The Federal Network Agency isn’t just concerned about strangers using the watch to listen in on unsuspecting kids, they also fear that parents might be using their kid’s watch for their own benefit. Essentially, a child’s watch can function similarly to a baby monitor, allowing people to eavesdrop on conversations without any detection by simply signing into an app. According to the Federal Network Agency, some parents are already trying to take advantage of this new tool for spying.

“Via an app, parents can use such children’s watches to listen unnoticed to the child’s environment and they are to be regarded as an unauthorized transmitting system. According to our research, parents’ watches are also used to listen to teachers in the classroom,” said Federal Network Agency President Jochen Homann in a statement.

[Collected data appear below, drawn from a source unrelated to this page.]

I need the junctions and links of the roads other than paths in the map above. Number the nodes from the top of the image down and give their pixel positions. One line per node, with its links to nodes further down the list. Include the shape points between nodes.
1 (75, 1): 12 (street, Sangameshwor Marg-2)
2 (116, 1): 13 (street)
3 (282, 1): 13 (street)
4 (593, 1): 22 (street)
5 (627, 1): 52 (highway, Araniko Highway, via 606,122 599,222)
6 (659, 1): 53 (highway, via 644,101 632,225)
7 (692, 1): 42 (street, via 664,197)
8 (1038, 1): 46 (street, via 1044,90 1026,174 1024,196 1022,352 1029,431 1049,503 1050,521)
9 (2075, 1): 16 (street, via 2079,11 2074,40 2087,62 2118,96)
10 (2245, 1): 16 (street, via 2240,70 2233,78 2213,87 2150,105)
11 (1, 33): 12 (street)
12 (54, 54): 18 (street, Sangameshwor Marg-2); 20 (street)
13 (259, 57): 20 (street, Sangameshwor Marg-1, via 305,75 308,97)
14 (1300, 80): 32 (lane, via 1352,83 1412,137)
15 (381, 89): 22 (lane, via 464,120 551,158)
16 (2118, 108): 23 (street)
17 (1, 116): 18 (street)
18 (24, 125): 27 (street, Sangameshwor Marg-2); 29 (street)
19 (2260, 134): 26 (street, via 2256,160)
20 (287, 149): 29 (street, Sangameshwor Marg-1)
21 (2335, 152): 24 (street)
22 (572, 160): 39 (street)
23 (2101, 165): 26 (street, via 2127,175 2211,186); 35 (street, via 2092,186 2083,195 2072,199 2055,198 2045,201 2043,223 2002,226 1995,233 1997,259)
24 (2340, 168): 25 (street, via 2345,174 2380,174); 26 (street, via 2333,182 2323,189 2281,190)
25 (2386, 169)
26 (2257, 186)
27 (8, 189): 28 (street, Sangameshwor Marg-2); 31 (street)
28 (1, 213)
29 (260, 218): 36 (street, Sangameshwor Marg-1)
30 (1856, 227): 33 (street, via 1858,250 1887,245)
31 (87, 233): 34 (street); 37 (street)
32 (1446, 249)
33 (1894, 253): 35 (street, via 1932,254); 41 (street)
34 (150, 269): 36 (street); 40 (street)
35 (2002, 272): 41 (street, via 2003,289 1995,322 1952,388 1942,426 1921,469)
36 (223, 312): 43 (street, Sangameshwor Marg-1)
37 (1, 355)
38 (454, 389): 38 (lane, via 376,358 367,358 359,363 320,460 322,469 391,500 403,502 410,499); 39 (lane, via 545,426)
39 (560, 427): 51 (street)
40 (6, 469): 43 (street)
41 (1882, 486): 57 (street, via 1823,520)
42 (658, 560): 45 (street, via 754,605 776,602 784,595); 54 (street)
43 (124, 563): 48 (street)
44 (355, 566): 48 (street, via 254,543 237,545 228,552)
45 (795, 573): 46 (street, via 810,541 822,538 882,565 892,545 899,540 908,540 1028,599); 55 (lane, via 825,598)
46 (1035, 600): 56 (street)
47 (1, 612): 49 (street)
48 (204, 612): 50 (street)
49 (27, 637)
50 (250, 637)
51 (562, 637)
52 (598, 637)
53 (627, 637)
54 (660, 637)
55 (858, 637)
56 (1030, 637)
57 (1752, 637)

No matter your feelings about using technology to spy on your kids, recording a private conversation is very much illegal in Germany. That’s the real reason the Federal Network Agency is not just putting a halt to sales, but urging parents to destroy their kid’s smartwatches. In fact, the German regulator is asking parents to upload videos or photos of them destroying the device and will send a “certificate of destruction” to anyone who posts it online.

This is not the first time Germany has had to stop people from spying on kids. Back in February, the Federal Network Agency labeled the doll “My Friend Cayla” as an “espionage device,” as the dolls were secretly had transmission devices that would allow kids to be spied on without their knowledge.

This story is still developing and there are more questions than answers for now, such as: Which specific smartwatches are being tracked? By what means are hackers accessing them? Are devices sold in the United States are impacted? How exactly Germany plans to actually enforce banning the sale of smartwatches to kids? Look back here for more updates as the answers become more clear.